Dealing with inhaled particles
At rest, the average person takes in 400 to 500 ml of air with each breath. This volume increases as the metabolic demand for oxygen increases. In addition to gases, air contains varying concentrations of small particles (10 µm and smaller) that can penetrate deep into the lungs. Particles smaller than 2.5 µm (PM2.5) are of most concern as they have been found to reach the alveoli and enter the interstitial tissue and blood.

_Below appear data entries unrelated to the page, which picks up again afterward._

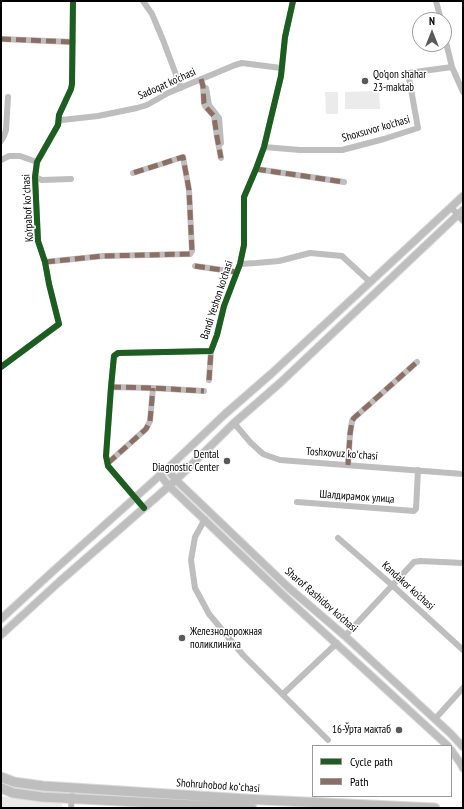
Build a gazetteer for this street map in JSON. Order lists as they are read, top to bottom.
{
  "streets": {
    "highway": ["Shohruhobod koʻchasi"],
    "main road": ["Sharof Rashidov ko'chasi"],
    "street": [
      "Sadoqat ko'chasi",
      "Shoxsuvor ko'chasi",
      "Ko'rpabof koʻchasi",
      "Bandi Yeshon ko'chasi",
      "Toshxovuz koʻchasi",
      "Шалдирамок улица",
      "Kandakor ko'chasi"
    ]
  },
  "crossings": [
    ["Sadoqat ko'chasi", "Ko'rpabof koʻchasi"],
    ["Sadoqat ko'chasi", "Bandi Yeshon ko'chasi"],
    ["Shoxsuvor ko'chasi", "Bandi Yeshon ko'chasi"],
    ["Toshxovuz koʻchasi", "Шалдирамок улица"]
  ],
  "places": [
    "Qo'qon shahar 23-maktab",
    "Dental Diagnostic Center",
    "Железнодорожная поликлиника",
    "16-Ўрта мактаб"
  ],
  "legend": ["Cycle path", "Path"],
  "north": "top"
}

The concentration of PM2.5 particles varies by geography. In the United States, air with PM2.5 concentrations below 35 µg/m3it is considered safe. Many places around the world have much higher concentrations of PM2.5. For example, measurements from the US Embassy in Beijing found PM2.5 concentrations greater than 100 µg/m33on more than half of winter days between 2010 and 2014 and maximum values of 744 µg/m33.
The concentration of PM2.5 particles in the United States has been slowly decreasing in recent years, particularly in the eastern states and during the winter months in the western states. Unfortunately, PM2.5 particle concentrations have not decreased in western states during the summer months. One explanation for this discrepancy is the increase in the number of large wildfires in western states in recent years. The increase in wildfires is linked to climate change, which has increased average daily spring and summer temperatures in western states.
PM2.5 particles have been shown to cause multiple pathologies. Experiments in animal models have shown that PM2.5 particles generate free radicals in lung tissue, which lead to cell and DNA damage. Cell damage triggers inflammation, which compromises this structure of the alveoli and narrows the diameter of the conducting bronchioles. Additionally, inhaled particles appear to aggravate several pre-existing conditions, such as asthma, by activating inflammatory pathways and increasing airway resistance.
The lungs have two mechanisms for eliminating inhaled particles. The first is to trap the particles in the mucus and remove it through the action of cilia on the epithelium. In the alveoli, dust cells (macrophages) patrol the airspace and can eliminate inhaled particles through phagocytosis. While macrophages can clear tracts and interstitial tissues of inhaled particles, excessive activation of macrophages triggers inflammation, leading to tissue damage and narrowing of the airways.